Lihat ke Halaman Asli

Rifki Feriandi

TERVERIFIKASI

Open minded, easy going,

Tidak Ada Polemik Warung Buka di Bulan Puasa dari Cara Pandang Anak Kecil

Diperbarui: 25 Mei 2018   16:24

Kompasiana adalah platform blog. Konten ini menjadi tanggung jawab bloger dan tidak mewakili pandangan redaksi Kompas.

Ilustrasi Pemberitahuan Warung | Foto: http://kippermais2016.blogspot.co.id/

"Loooh, kok tukang ketopraknya jualan Yah?".

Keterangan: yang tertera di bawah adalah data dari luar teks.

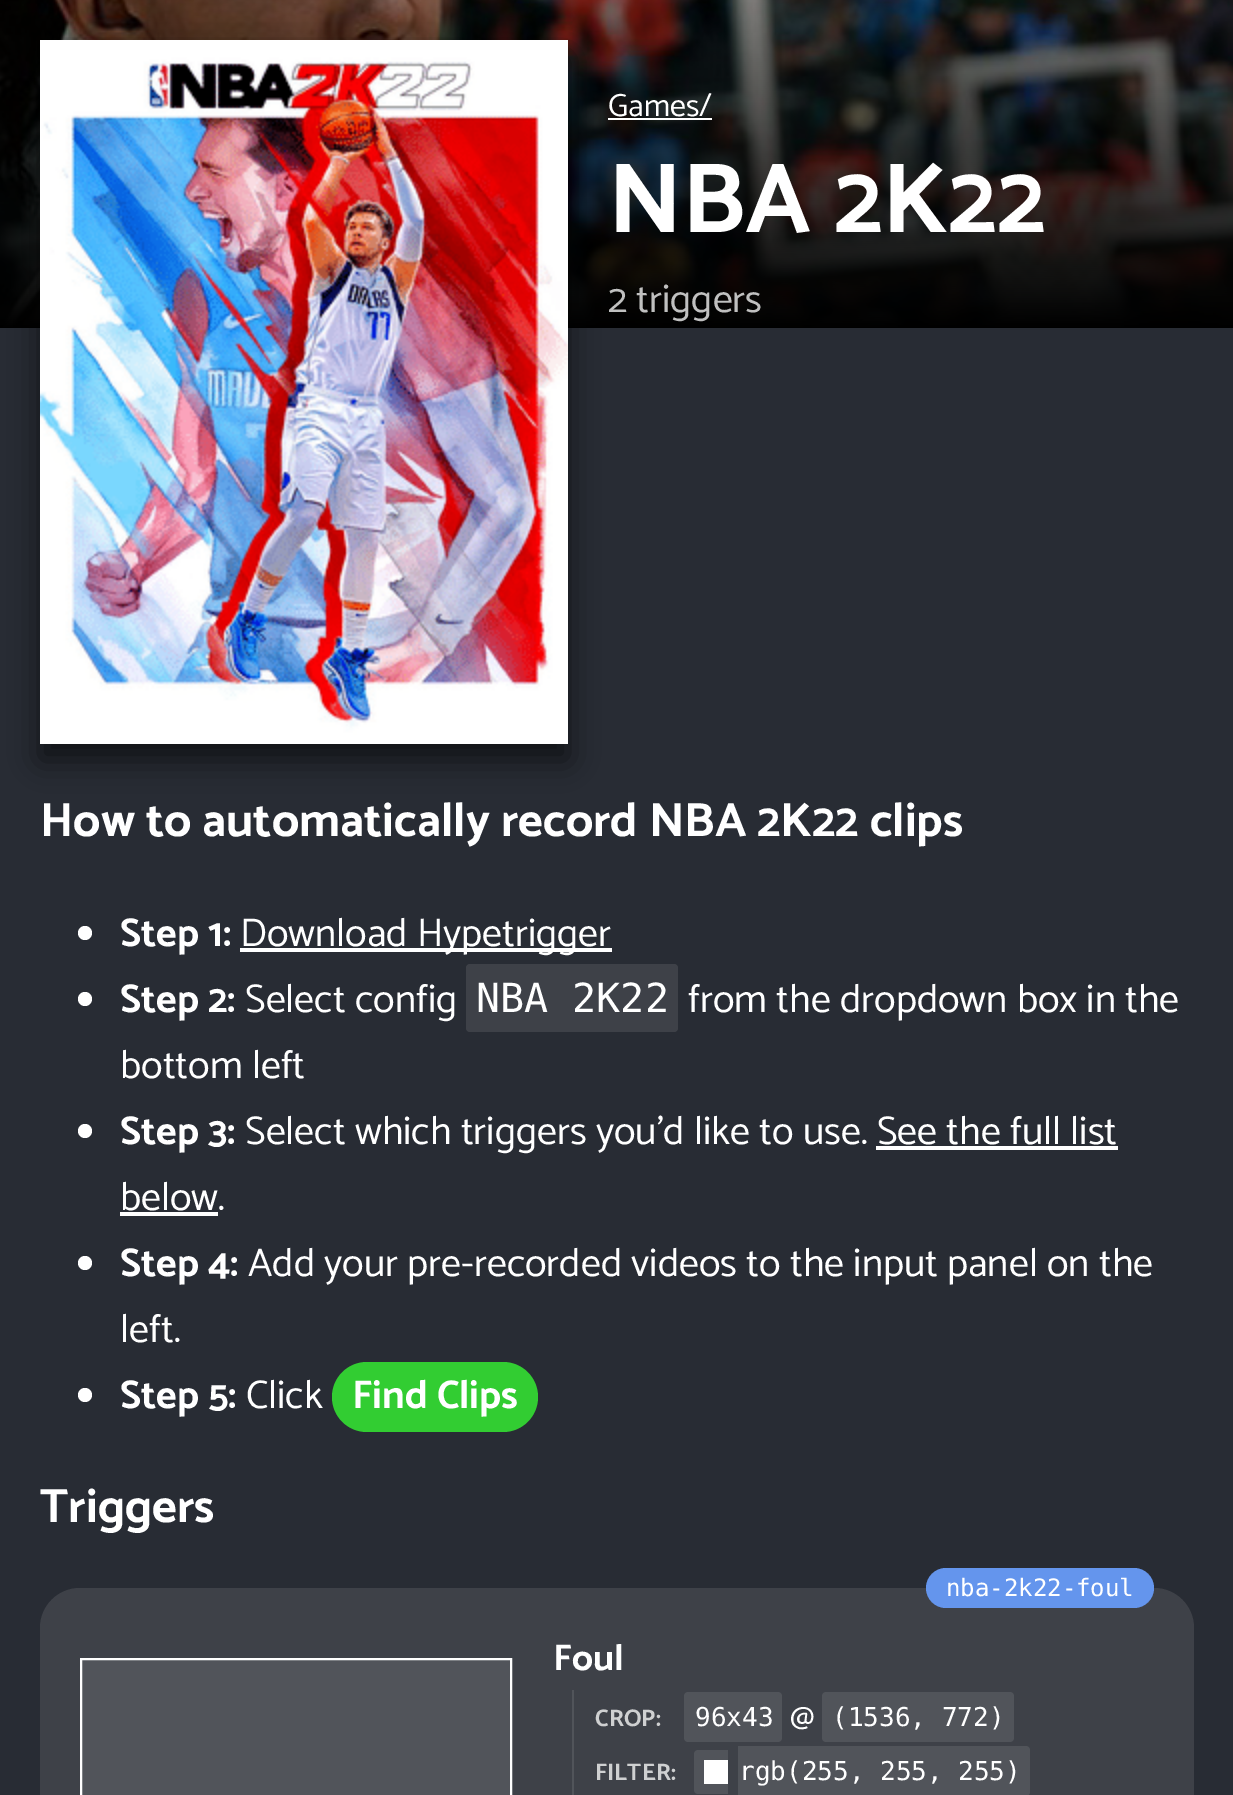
%!PS
<< /PageSize [1233 1795] /PageUsesTransparency true >> setpagedevice
/rgb { 3 { 255 div 3 1 roll } repeat setrgbcolor } def
/font { [ exch dup neg 0 0 3 -1 roll 0 0 ] selectfont } def
/alpha { dup .setfillconstantalpha .setstrokeconstantalpha } def
/circle { newpath 0 360 arc closepath } def
/roundrect { 5 dict begin { /r /h /w /y /x } { exch def } forall
  x r add y moveto x w add y 2 copy h add r arct x w add y h add x 1 index r arct
  x y h add x y r arct x y 2 copy exch w add exch r arct closepath end } def
/shadow { 12 dict begin { /a /b /q /h /w /y /x } { exch def } forall gsave /was 0 def
  9 -2 -9 { dup b mul 4 div /e exch def 1 sub .425 mul 2.718 exch exp 1 add a .99 .min exch div /now exch def
    1 1 now sub 1 was sub div sub alpha /was now def
    w h .min e 2 mul add 0 gt { x e sub y e sub w e 2 mul add h e 2 mul add
      q e add b .6 mul add w h .min 2 div e add .min 0 .max roundrect fill } if } for grestore end } def
/picture { 5 dict begin { /h /w /y /x /name } { exch def } forall
  gsave x y translate w h scale
  w h 8 [w 0 0 h 0 0] name (r) file false 3 colorimage grestore end } def
0 .pushpdf14devicefilter
0 1795 translate 1 -1 scale
4 setmiterlimit
40 44 52 rgb
0 0 1233 1795 rectfill
(img/1.rgb) 0 0 1233 328 picture
0 0 0 rgb
40 56 528 704 0 15 0.6 shadow
(img/2.rgb) 40 40 528 704 picture
255 255 255 rgb
608 118 104 2 rectfill
85 933 7 circle fill
240 948 372 4 rectfill
85 999 7 circle fill
62 65 72 rgb
466 964 212 68 4 roundrect fill
255 255 255 rgb
85 1131 7 circle fill
876 1146 242 4 rectfill
120 1212 98 4 rectfill
85 1263 7 circle fill
85 1395 7 circle fill
50 205 50 rgb
332 1362 206 70 35 roundrect fill
62 65 72 rgb
40 1588 1154 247 40 roundrect fill
81 84 90 rgb
81 1659 moveto 511 1659 lineto 511 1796 lineto 81 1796 lineto closepath gsave fill grestore
255 255 255 rgb
2 setlinewidth
stroke
100 149 237 rgb
926 1568 228 40 20 roundrect fill
81 84 90 rgb
572 1690 2 105 rectfill
688 1692 moveto 726 1692 lineto 726 1742 lineto 688 1742 lineto 686 1742 684 1740 684 1738 curveto 684 1696 lineto 684 1694 686 1692 688 1692 curveto closepath fill
726 1692 16 50 rectfill
742 1692 moveto 778 1692 lineto 780 1692 782 1694 782 1696 curveto 782 1738 lineto 782 1740 780 1742 778 1742 curveto 742 1742 lineto closepath fill
826 1692 moveto 848 1692 lineto 848 1742 lineto 826 1742 lineto 824 1742 822 1740 822 1738 curveto 822 1696 lineto 822 1694 824 1692 826 1692 curveto closepath fill
848 1692 140 50 rectfill
988 1692 moveto 1010 1692 lineto 1012 1692 1014 1694 1014 1696 curveto 1014 1738 lineto 1014 1740 1012 1742 1010 1742 curveto 988 1742 lineto closepath fill
698 1750 moveto 728 1750 lineto 728 1794 lineto 698 1794 lineto 696 1794 694 1792 694 1790 curveto 694 1754 lineto 694 1752 696 1750 698 1750 curveto closepath fill
738 1746 moveto 1026 1746 lineto 1028 1746 1030 1748 1030 1750 curveto 1030 1792 lineto 1030 1794 1028 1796 1026 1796 curveto 738 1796 lineto closepath fill
255 255 255 rgb
704 1760 24 24 rectfill
/Catamaran-Regular 32 font
608 116 moveto (Games/) show
/Catamaran-Bold 100 font
608 232 moveto (NBA 2K22) show
/Catamaran-Regular 40 font
192 192 192 rgb
608 312 moveto (2 trigger) show
745 312 moveto (s) show
/Catamaran-Bold 48 font
255 255 255 rgb
40 836 moveto (How to automatically record NBA 2K22 clips) show
/Catamaran-Bold 40 font
120 946 moveto (Step 1:) show
/Catamaran-Regular 40 font
240 946 moveto (Download Hypetrigger) show
/Catamaran-Bold 40 font
120 1012 moveto (Step 2:) show
/Catamaran-Regular 40 font
245 1012 moveto (Select config) show
/DejaVuSansMono-Regular 40 font
476 1012 moveto (NBA 2K22) show
/Catamaran-Regular 40 font
688 1012 moveto (from the dropdown box in the) show
120 1078 moveto (bottom left) show
/Catamaran-Bold 40 font
120 1144 moveto (Step 3:) show
/Catamaran-Regular 40 font
245 1144 moveto (Select which triggers you'd like to use. See the full list) show
120 1210 moveto (below.) show
/Catamaran-Bold 40 font
120 1276 moveto (Step 4:) show
/Catamaran-Regular 40 font
248 1276 moveto (Add your pre-recorded videos to the input panel on the) show
120 1342 moveto (left.) show
/Catamaran-Bold 40 font
120 1408 moveto (Step 5:) show
/Catamaran-Regular 40 font
246 1408 moveto (Click) show
/Catamaran-Bold 40 font
352 1408 moveto (Find Clips) show
/Catamaran-Bold 48 font
40 1522 moveto (Triggers) show
/DejaVuSansMono-Regular 24 font
946 1596 moveto (nba-2k22-foul) show
/Catamaran-Bold 37 font
553 1670 moveto (Foul) show
/Catamaran-Bold 24 font
207 208 209 rgb
595 1726 moveto (CROP:) show
/DejaVuSansMono-Regular 26 font
255 255 255 rgb
695 1726 moveto (96x43) show
/Catamaran-Regular 32 font
790 1726 moveto (@) show
/DejaVuSansMono-Regular 26 font
832 1726 moveto (\(1536, 772\)) show
/Catamaran-Bold 24 font
207 208 209 rgb
595 1780 moveto (FILTER:) show
/DejaVuSansMono-Regular 26 font
255 255 255 rgb
739 1780 moveto (rgb\(255, 255, 255\)) show
.poppdf14devicefilter showpage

Masih nempel di benak, ketika pertanyaan itu muncul dari anak kecil berpipi temben. Nailah, anak itu yang biasa dipanggil Ade, nyeletuk begitu saja. Saat itu dia baru berusia enam tahun kalau tidak salah. Sekolah di Taman Kanak-kanak. Sedang memulai membiasakan berpuasa sampai Maghrib. 

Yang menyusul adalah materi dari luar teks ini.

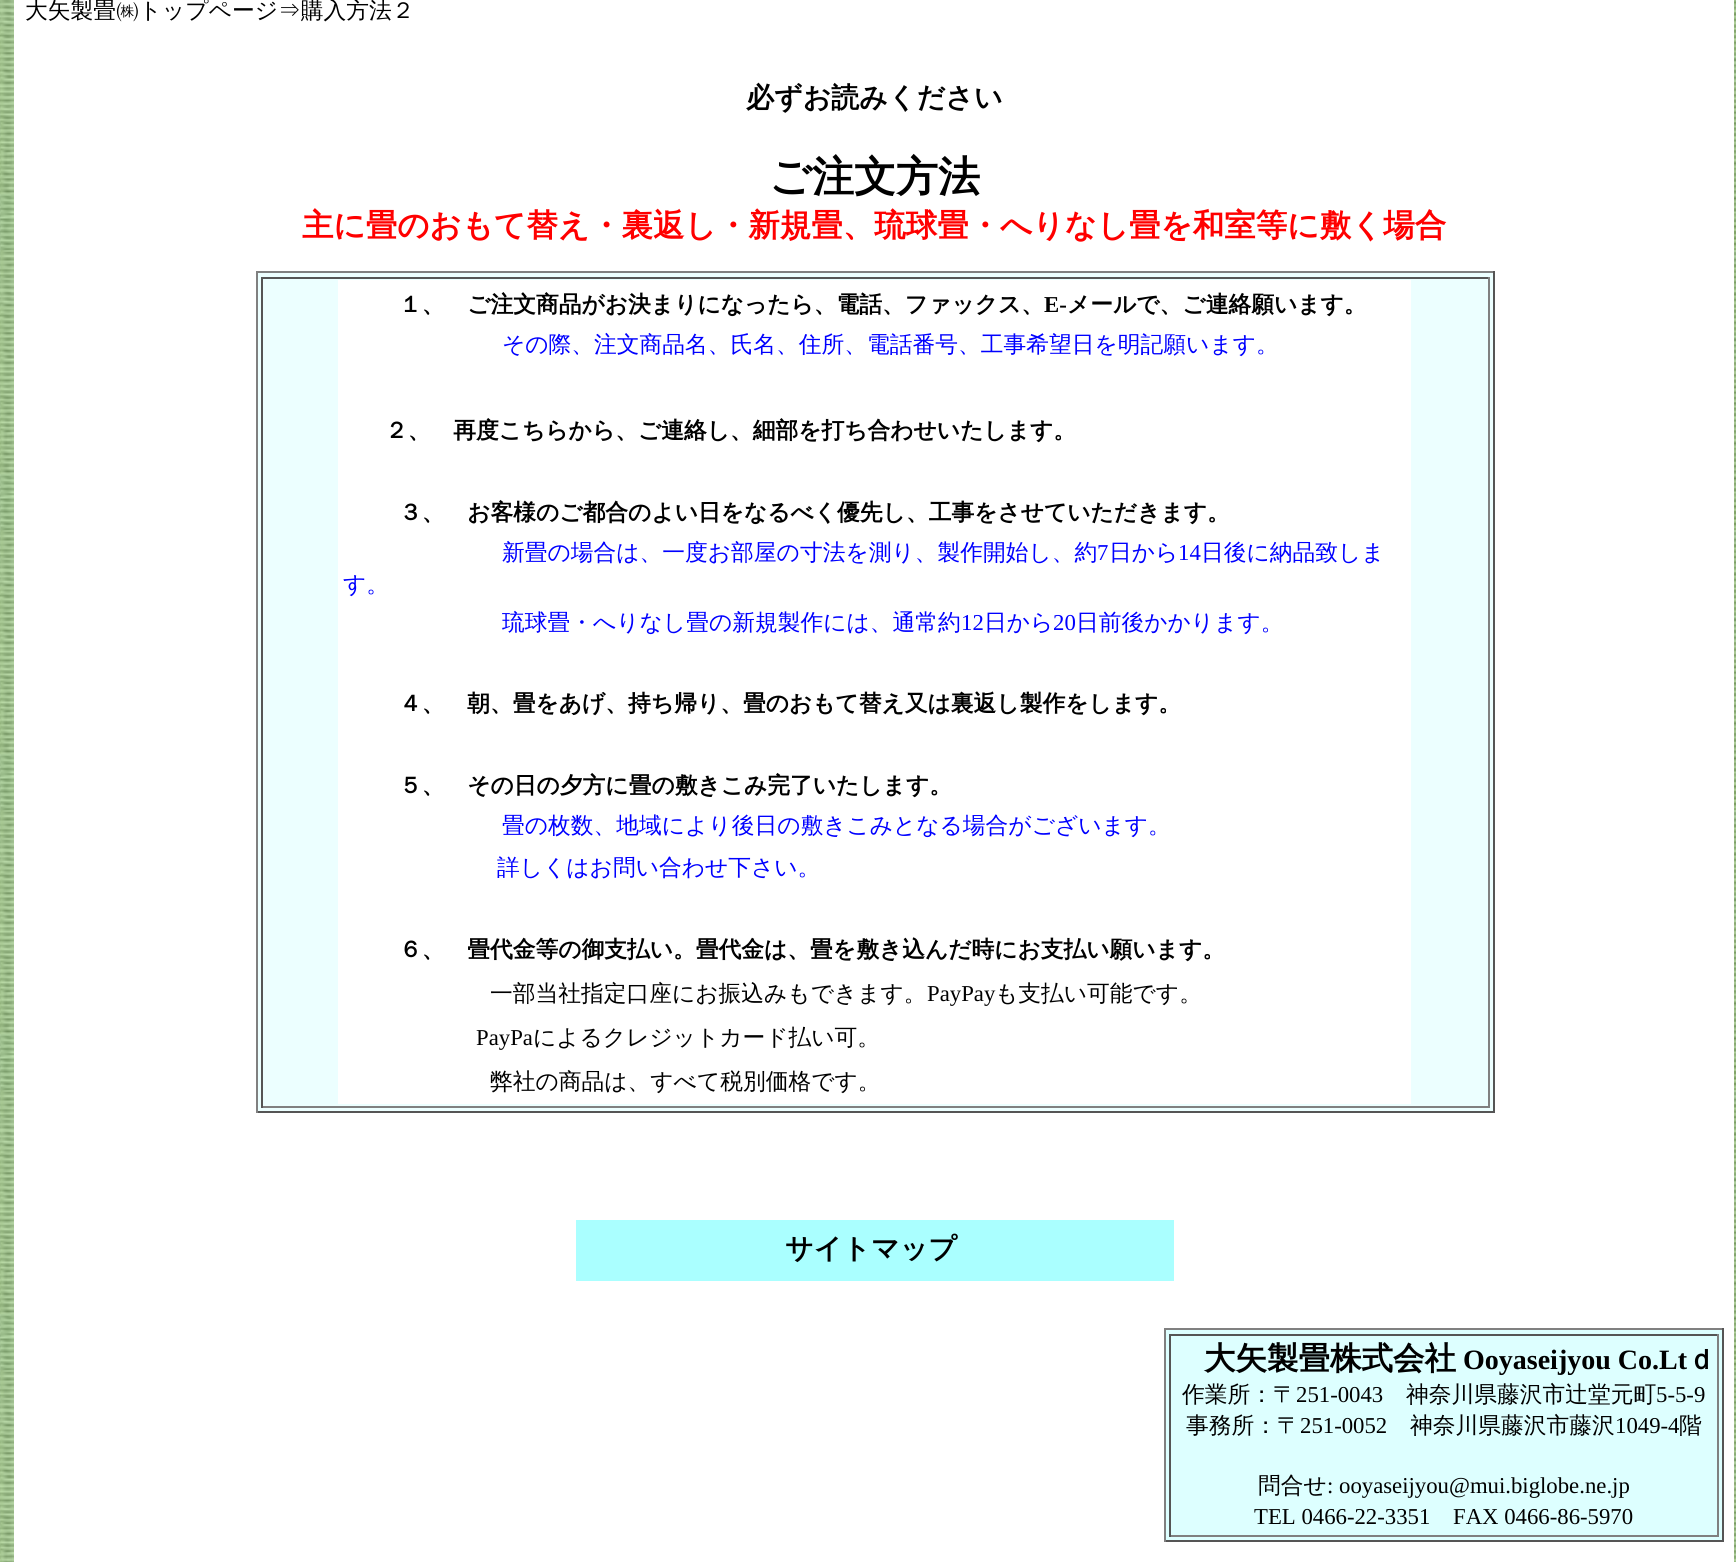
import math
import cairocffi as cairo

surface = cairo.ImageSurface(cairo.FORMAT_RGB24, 1736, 1562)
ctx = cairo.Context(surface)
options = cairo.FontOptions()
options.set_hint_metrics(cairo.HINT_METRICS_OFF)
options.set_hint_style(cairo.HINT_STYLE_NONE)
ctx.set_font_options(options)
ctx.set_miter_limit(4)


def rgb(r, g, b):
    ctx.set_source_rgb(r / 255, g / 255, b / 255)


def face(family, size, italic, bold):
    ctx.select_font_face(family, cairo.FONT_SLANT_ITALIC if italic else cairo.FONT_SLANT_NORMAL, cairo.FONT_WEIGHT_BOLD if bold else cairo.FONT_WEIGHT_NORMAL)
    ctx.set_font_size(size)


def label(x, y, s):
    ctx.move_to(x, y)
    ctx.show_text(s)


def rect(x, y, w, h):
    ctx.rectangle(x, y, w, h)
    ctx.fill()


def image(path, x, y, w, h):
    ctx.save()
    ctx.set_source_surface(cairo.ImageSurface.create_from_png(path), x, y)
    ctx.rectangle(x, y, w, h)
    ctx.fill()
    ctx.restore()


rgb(255, 255, 255)
ctx.paint()
image('image0.png', 0, 0, 1736, 1562)
rgb(255, 255, 255)
rect(14, 0, 1720, 1562)
face('WenQuanYi Zen Hei Medium', 22.75, 0, 0)
rgb(0, 0, 0)
label(25, 18, '大矢製畳㈱トップページ⇒購入方法２')
face('WenQuanYi Zen Hei', 28, 0, 1)
label(746, 107, '必ずお読みください')
face('WenQuanYi Zen Hei', 42, 0, 1)
label(769, 191, 'ご注文方法')
face('WenQuanYi Zen Hei', 31.5, 0, 1)
rgb(255, 0, 0)
label(302, 236, '主に畳のおもて替え・裏返し・新規畳、琉球畳・へりなし畳を和室等に敷く場合')
rgb(236, 255, 255)
rect(258, 273, 1235, 838)
rgb(128, 128, 128)
rect(256, 271, 1239, 2)
rgb(85, 85, 85)
rect(1493, 271, 2, 842)
rect(256, 1111, 1239, 2)
rgb(128, 128, 128)
rect(256, 271, 2, 842)
rgb(85, 85, 85)
rect(261, 277, 1228, 2)
rgb(128, 128, 128)
rect(1488, 277, 2, 831)
rect(261, 1106, 1228, 2)
rgb(85, 85, 85)
rect(261, 277, 2, 831)
rgb(255, 255, 255)
rect(338, 280, 1073, 824)
face('WenQuanYi Zen Hei', 22.75, 0, 1)
rgb(0, 0, 0)
label(399, 312, '１、　ご注文商品がお決まりになったら、電話、ファックス、')
face('Liberation Serif', 22.75, 0, 1)
label(1044, 312, 'E-')
face('WenQuanYi Zen Hei', 22.75, 0, 1)
label(1067, 312, 'メールで、ご連絡願います。')
face('WenQuanYi Zen Hei Medium', 22.75, 0, 0)
rgb(0, 0, 255)
label(502, 352, 'その際、注文商品名、氏名、住所、電話番号、工事希望日を明記願います。')
face('WenQuanYi Zen Hei', 22.75, 0, 1)
rgb(0, 0, 0)
label(385, 438, '２、　再度こちらから、ご連絡し、細部を打ち合わせいたします。')
label(399, 520, '３、　お客様のご都合のよい日をなるべく優先し、工事をさせていただきます。')
face('WenQuanYi Zen Hei Medium', 22.75, 0, 0)
rgb(0, 0, 255)
label(502, 560, '新畳の場合は、一度お部屋の寸法を測り、製作開始し、約')
face('Liberation Serif', 22.75, 0, 0)
label(1097, 560, '7')
face('WenQuanYi Zen Hei Medium', 22.75, 0, 0)
label(1109, 560, '日から')
face('Liberation Serif', 22.75, 0, 0)
label(1178, 560, '14')
face('WenQuanYi Zen Hei Medium', 22.75, 0, 0)
label(1201, 560, '日後に納品致しま')
label(343, 592, 'す。')
label(502, 630, '琉球畳・へりなし畳の新規製作には、通常約')
face('Liberation Serif', 22.75, 0, 0)
label(961, 630, '12')
face('WenQuanYi Zen Hei Medium', 22.75, 0, 0)
label(984, 630, '日から')
face('Liberation Serif', 22.75, 0, 0)
label(1053, 630, '20')
face('WenQuanYi Zen Hei Medium', 22.75, 0, 0)
label(1076, 630, '日前後かかります。')
face('WenQuanYi Zen Hei', 22.75, 0, 1)
rgb(0, 0, 0)
label(399, 711, '４、　朝、畳をあげ、持ち帰り、畳のおもて替え又は裏返し製作をします。')
label(399, 793, '５、　その日の夕方に畳の敷きこみ完了いたします。')
face('WenQuanYi Zen Hei Medium', 22.75, 0, 0)
rgb(0, 0, 255)
label(502, 833, '畳の枚数、地域により後日の敷きこみとなる場合がございます。')
label(497, 875, '詳しくはお問い合わせ下さい。')
face('WenQuanYi Zen Hei', 22.75, 0, 1)
rgb(0, 0, 0)
label(399, 957, '６、　畳代金等の御支払い。畳代金は、畳を敷き込んだ時にお支払い願います。')
face('WenQuanYi Zen Hei Medium', 22.75, 0, 0)
label(490, 1001, '一部当社指定口座にお振込みもできます。')
face('Liberation Serif', 22.75, 0, 0)
label(927, 1001, 'PayPay')
face('WenQuanYi Zen Hei Medium', 22.75, 0, 0)
label(995, 1001, 'も支払い可能です。')
face('Liberation Serif', 22.75, 0, 0)
label(476, 1045, 'PayPa')
face('WenQuanYi Zen Hei Medium', 22.75, 0, 0)
label(533, 1045, 'によるクレジットカード払い可。')
label(490, 1089, '弊社の商品は、すべて税別価格です。')
rgb(170, 255, 255)
rect(576, 1220, 598, 61)
face('WenQuanYi Zen Hei', 28, 0, 1)
rgb(0, 0, 0)
label(785, 1258, 'サイトマップ')
rgb(221, 255, 255)
rect(1166, 1330, 556, 210)
rgb(128, 128, 128)
rect(1164, 1328, 560, 2)
rgb(85, 85, 85)
rect(1722, 1328, 2, 214)
rect(1164, 1540, 560, 2)
rgb(128, 128, 128)
rect(1164, 1328, 2, 214)
rgb(85, 85, 85)
rect(1169, 1334, 550, 2)
rgb(128, 128, 128)
rect(1717, 1334, 2, 203)
rect(1169, 1535, 550, 2)
rgb(85, 85, 85)
rect(1169, 1334, 2, 203)
face('WenQuanYi Zen Hei', 31.5, 0, 1)
rgb(0, 0, 0)
label(1204, 1369, '大矢製畳株式会社')
face('Liberation Serif', 28, 0, 1)
label(1463, 1369, 'Ooyaseijyou Co.Lt')
face('WenQuanYi Zen Hei', 28, 0, 1)
label(1687, 1369, 'ｄ')
face('WenQuanYi Zen Hei Medium', 22.75, 0, 0)
label(1182, 1402, '作業所：〒')
face('Liberation Serif', 22.75, 0, 0)
label(1296, 1402, '251-0043')
face('WenQuanYi Zen Hei Medium', 22.75, 0, 0)
label(1406, 1402, '神奈川県藤沢市辻堂元町')
face('Liberation Serif', 22.75, 0, 0)
label(1656, 1402, '5-5-9')
face('WenQuanYi Zen Hei Medium', 22.75, 0, 0)
label(1186, 1433, '事務所：〒')
face('Liberation Serif', 22.75, 0, 0)
label(1300, 1433, '251-0052')
face('WenQuanYi Zen Hei Medium', 22.75, 0, 0)
label(1410, 1433, '神奈川県藤沢市藤沢')
face('Liberation Serif', 22.75, 0, 0)
label(1615, 1433, '1049-4')
face('WenQuanYi Zen Hei Medium', 22.75, 0, 0)
label(1679, 1433, '階')
label(1258, 1493, '問合せ')
face('Liberation Serif', 22.75, 0, 0)
label(1327, 1493, ': ooyaseijyou@mui.biglobe.ne.jp')
label(1254, 1524, 'TEL 0466-22-3351')
label(1453, 1524, 'FAX 0466-86-5970')
surface.write_to_png('render.png')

Sebuah pertanyaan yang khas anak kecil. Jujur. Bertanya sesuatu yang menurut dia kontradiktif. "Disuruh berpuasa, lha ini kok ada yang jualan makanan. Katanya puasa?". Begitu mungkin pikirnya.

Celetukan si Ade itu bisa dipahami oleh si Ayah. Dan si Ayah bahagia karena dia mau bertanya. Tentu saja dia kebingungan. Karena hakekat berpuasa yang dia pahami masih berkutat dengan "tidak makan dan tidak minum di siang hari". Itu saja. Sederhana. Dia belum memahami konsep berpuasa lebih jauh.

Memang sih di sekolah dia diberi tahu tentang sabar. Tetapi konsep penerapan dalam berpuasa mungkin belum sampai. Belum lagi konsep tentang "menahan diri". Dan di sinilah peran si Ayah, dan si Ibu tentunya, untuk memberikan penjelasan sesederhana yang bisa ditangkap anak kecil.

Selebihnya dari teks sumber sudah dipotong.